Sampai kemudian, tibalah mobil yang dikendarai Novia di sebuah bangunan berwarna biru muda yang berada di perempatan gate depan Kampus UB. Lokasinya terletak di antara toko material dan toko alat konstruksi. Bangunan tersebut tidak besar. Yang membuat beda adalah ruko tersebut dijadikan lapak khusus barang lelaki. Namanya Dominion.

Tanpa mematikan mesin, Novia melipirkan mobil di pinggir jalan, lalu bertanya, "Di sini, Dayu?"

"Iya, Bu. Terima kasih sudah mau saya repotin."

"Nggak masalah kalau buat mahasiswa berprestasi seperti kamu."

"Ah, Ibu terlalu memuji. Saya nggak se-wah yang Ibu kira, kok."

"Lantas, kalau bukan mahasiswa berprestasi, apa perlu saya katakan jika kamu lebih senang dicap agen ganda?" Novia tersenyum simpul. "Atau multi-agen, maybe?"
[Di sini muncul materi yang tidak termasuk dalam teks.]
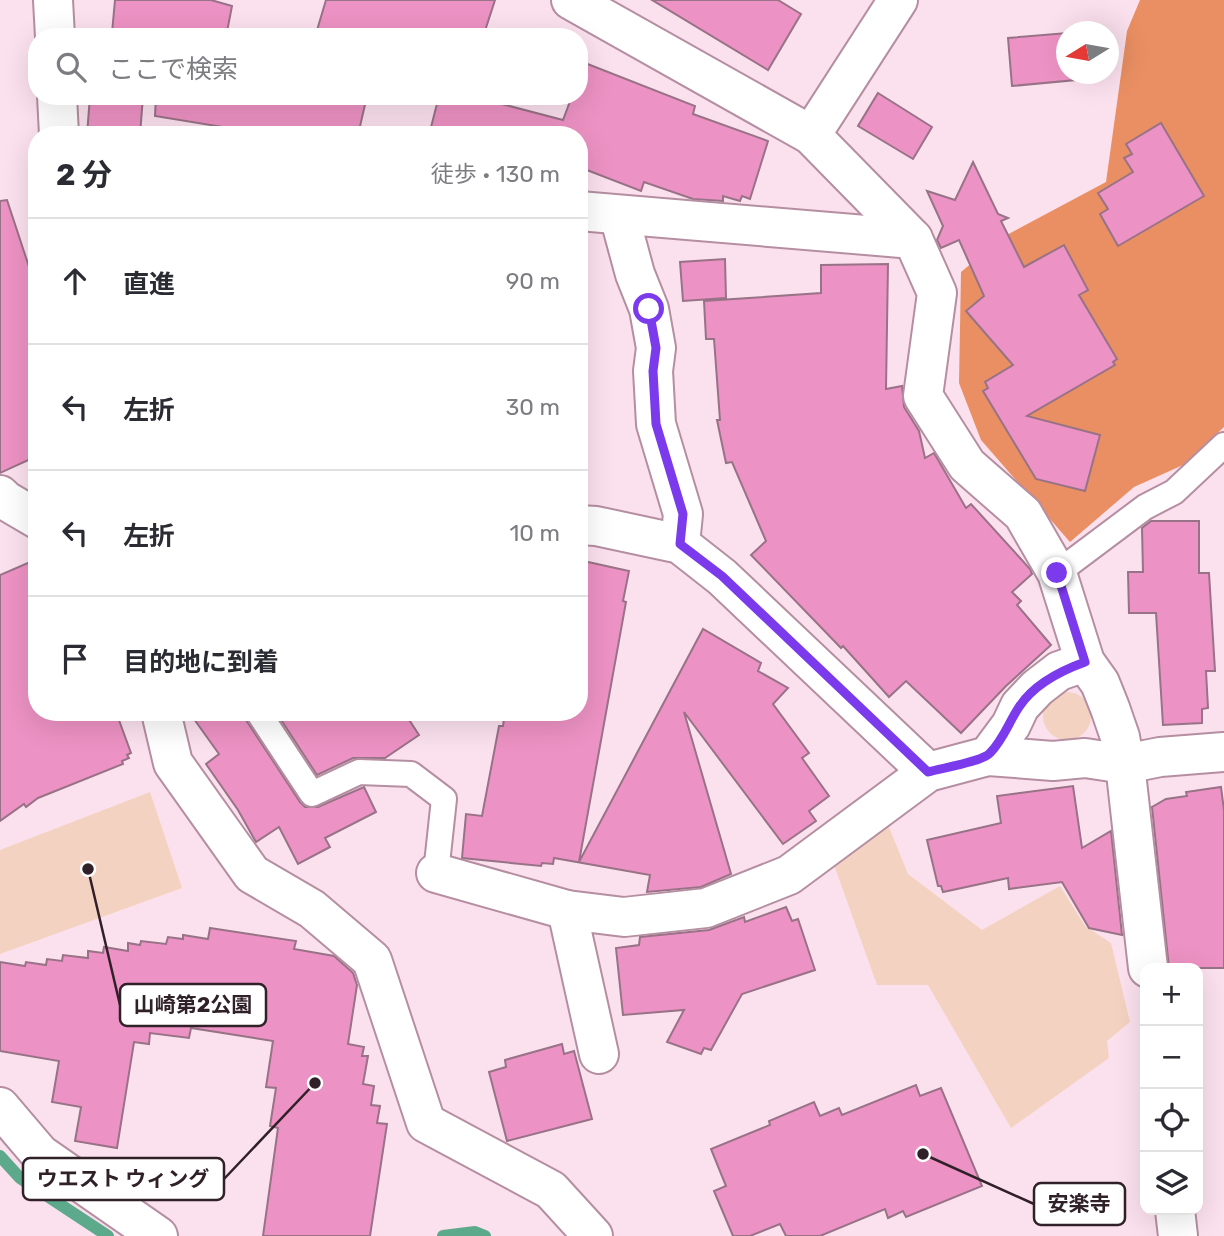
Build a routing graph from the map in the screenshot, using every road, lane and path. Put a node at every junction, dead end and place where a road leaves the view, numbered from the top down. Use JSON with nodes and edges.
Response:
{"nodes":[{"id":1,"x":53,"y":0,"type":"edge"},
{"id":2,"x":571,"y":0,"type":"edge"},
{"id":3,"x":898,"y":0,"type":"edge"},
{"id":4,"x":55,"y":28,"type":"edge"},
{"id":5,"x":57,"y":105,"type":"edge"},
{"id":6,"x":59,"y":126,"type":"edge"},
{"id":7,"x":811,"y":135,"type":"junction"},
{"id":8,"x":588,"y":212,"type":"edge"},
{"id":9,"x":618,"y":215,"type":"junction"},
{"id":10,"x":913,"y":239,"type":"junction"},
{"id":11,"x":1224,"y":445,"type":"edge"},
{"id":12,"x":0,"y":495,"type":"edge"},
{"id":13,"x":28,"y":514,"type":"edge"},
{"id":14,"x":588,"y":526,"type":"edge"},
{"id":15,"x":680,"y":544,"type":"junction"},
{"id":16,"x":1057,"y":573,"type":"junction"},
{"id":17,"x":1085,"y":662,"type":"junction"},
{"id":18,"x":162,"y":721,"type":"edge"},
{"id":19,"x":264,"y":721,"type":"edge"},
{"id":20,"x":1224,"y":752,"type":"edge"},
{"id":21,"x":988,"y":756,"type":"junction"},
{"id":22,"x":1125,"y":764,"type":"junction"},
{"id":23,"x":928,"y":772,"type":"junction"},
{"id":24,"x":436,"y":873,"type":"joint"},
{"id":25,"x":567,"y":911,"type":"junction"},
{"id":26,"x":1147,"y":963,"type":"edge"},
{"id":27,"x":599,"y":1054,"type":"dead end"},
{"id":28,"x":0,"y":1107,"type":"edge"},
{"id":29,"x":1176,"y":1215,"type":"edge"},
{"id":30,"x":158,"y":1236,"type":"edge"},
{"id":31,"x":593,"y":1236,"type":"edge"},
{"id":32,"x":1178,"y":1236,"type":"edge"}],
"edges":[{"from":1,"to":4,"type":"street"},
{"from":2,"to":7,"type":"street"},
{"from":3,"to":7,"type":"street"},
{"from":5,"to":6,"type":"street"},
{"from":7,"to":10,"type":"street"},
{"from":8,"to":9,"type":"street"},
{"from":9,"to":10,"type":"street"},
{"from":9,"to":15,"type":"street"},
{"from":10,"to":16,"type":"street"},
{"from":11,"to":16,"type":"lane"},
{"from":12,"to":13,"type":"street"},
{"from":14,"to":15,"type":"street"},
{"from":15,"to":23,"type":"street"},
{"from":16,"to":17,"type":"street"},
{"from":17,"to":21,"type":"street"},
{"from":17,"to":22,"type":"street"},
{"from":18,"to":31,"type":"street"},
{"from":19,"to":24,"type":"lane"},
{"from":20,"to":22,"type":"street"},
{"from":21,"to":22,"type":"street"},
{"from":21,"to":23,"type":"street"},
{"from":22,"to":26,"type":"street"},
{"from":23,"to":25,"type":"street"},
{"from":24,"to":25,"type":"street"},
{"from":25,"to":27,"type":"street"},
{"from":28,"to":30,"type":"street"},
{"from":29,"to":32,"type":"street"}]}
Dayu tertawa menanggapi lelucon yang diucapkan sang dosen. Salah sih tidak, hanya saja Dayu merasa tersentil karena posisinya cukup krusial dan sulit. Menjadi mata-mata memang seberbahaya ini. Terlebih Dayu seorang perempuan. Di mana, sewaktu-waktu nyawa gadis Bali itu bisa terancam andai ia melakukan sedikit saja kesalahan.

"Nggak perlu seserius itu sampai kamu menyiapkan pistolmu. Toh, saya hanya kepo sedikit." Novia berkata sarkas. Saat di mana Novia dapati Dayu mengambil pistol jenis Glock 31 yang berisikan 13 peluru dari dalam tas, lalu diletakkan di belakang punggung.

Dayu mengedipkan sebelah mata. "Oh, enggak. Ini sedikit teknik ancaman aja, Bu."

"Semoga, ya."

"Ya." Dayu melepas seatbelt. Membuka pintu, keluar dari mobil. Kemudian, Dayu menutupnya pelan. Badannya membungkuk untuk sekadar melihat ke arah Novia. Diiringi senyum tulus, Dayu berucap, "sekali lagi terima kasih. Hati-hati di jalan, Bu."

Novia mengangguk. "Sure. Selamat bertugas, Detektif."

***

Sambil berjalan santai, Bara menanggapi ringan ocehan Aura yang mengungkapkan kekesalannya karena sedari tadi ia tak diperhatikan. Aura merajuk dan menolak digendong. Bocah imut itu ingin jalan sendiri. Digandeng pun enggan.

"Aura. Papa minta maaf, ya, Sayang?" Bara masih mencoba membujuk. Namun, usahanya mengkhianti hasil. Aura tetap kukuh pendirian. Bayangkan kalau ada Dira di sini, bisa kena double kill Bara dibuatnya. Bajingan.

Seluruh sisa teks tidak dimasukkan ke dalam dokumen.